Cuando Villepin se convirtió en primer ministro en 2005, parecía el mejor posicionado para suceder a Chirac. Pero Sarkozy no se lo puso fácil. El escándalo Clearstream le ofreció la ocasión de presentarse como víctima y de esa manera ganó los suficientes puntos para imponerse en el partico común de ambos, la Unión por un Movimiento Popular (UMP), como candidato a la presidencia.

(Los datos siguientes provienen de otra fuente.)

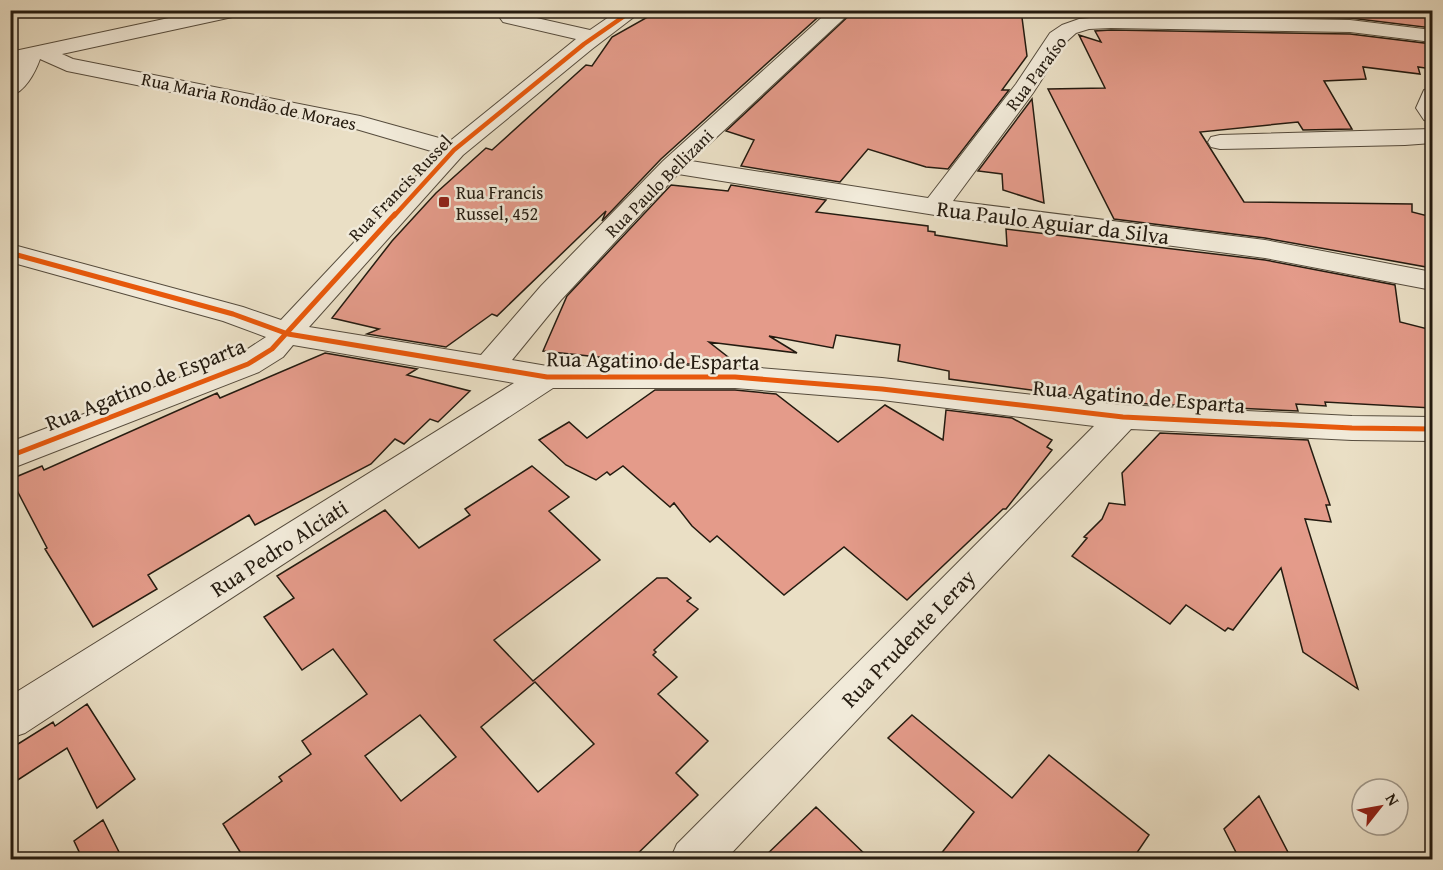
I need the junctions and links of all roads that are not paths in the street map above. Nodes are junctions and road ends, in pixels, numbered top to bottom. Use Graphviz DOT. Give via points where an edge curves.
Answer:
graph roads {
  1 [pos="237,10"];
  2 [pos="633,10"];
  3 [pos="843,10"];
  4 [pos="510,18"];
  5 [pos="1432,36"];
  6 [pos="594,37"];
  7 [pos="29,55"];
  8 [pos="10,89"];
  9 [pos="1432,95"];
  10 [pos="1432,115"];
  11 [pos="1432,136"];
  12 [pos="1220,142"];
  13 [pos="454,150"];
  14 [pos="672,166"];
  15 [pos="935,207"];
  16 [pos="10,253"];
  17 [pos="1432,281"];
  18 [pos="288,334"];
  19 [pos="488,368"];
  20 [pos="547,377"];
  21 [pos="1123,417"];
  22 [pos="1432,429"];
  23 [pos="10,456"];
  24 [pos="10,719"];
  25 [pos="693,860"];
  1 -- 7 [label="street" via="117,27"];
  2 -- 6 [label="street, Rua Francis Russel"];
  3 -- 14 [label="street, Rua Paulo Bellizani"];
  4 -- 6 [label="street"];
  5 -- 15 [label="street, Rua Paraíso" via="1350,26 1111,22 1077,26 1058,38"];
  6 -- 13 [label="street, Rua Francis Russel"];
  7 -- 8 [label="street" via="25,70"];
  7 -- 13 [label="street, Rua Maria Rondão de Moraes" via="360,123"];
  9 -- 10 [label="street" via="1428,108"];
  11 -- 12 [label="street"];
  13 -- 18 [label="street, Rua Francis Russel"];
  14 -- 15 [label="street, Rua Paulo Aguiar da Silva"];
  14 -- 19 [label="street, Rua Paulo Bellizani" via="551,293"];
  15 -- 17 [label="street, Rua Paulo Aguiar da Silva" via="1265,249"];
  16 -- 18 [label="street" via="232,314"];
  18 -- 19 [label="street, Rua Agatino de Esparta"];
  18 -- 23 [label="street, Rua Agatino de Esparta" via="248,364"];
  19 -- 20 [label="street, Rua Agatino de Esparta"];
  20 -- 21 [label="street, Rua Agatino de Esparta" via="735,377 882,389"];
  20 -- 24 [label="street, Rua Pedro Alciati"];
  21 -- 22 [label="street, Rua Agatino de Esparta"];
  21 -- 25 [label="street, Rua Prudente Leray"];
}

Desde el inicio del proceso Clearestream esta semana, la sed de guerra de ambos políticos volvió a inflamarse al máximo: Villepin acusó a Sarkozy en un discurso teatral de "obstinación". Sarkozy, de formación judicial, no pudo mantener la boca cerrada y pronto habló de "culpable" en lugar de acusado. Por eso, Villepin quiere llevar de nuevo ante los tribunales a Sarkozy, algo que de cualquier forma no sería posible hasta el final de su mandato.

El tema central original del affaire sobre negocios de armas con Taiwan ya no importa. En lugar de ello, Francia sigue con fascinación el duelo de los rivales. El propio Sarkozy dijo en una ocasión sobre su relación: "Aunque nos detestamos, disfrutamos con ello. Al menos nunca nos aburriremos juntos".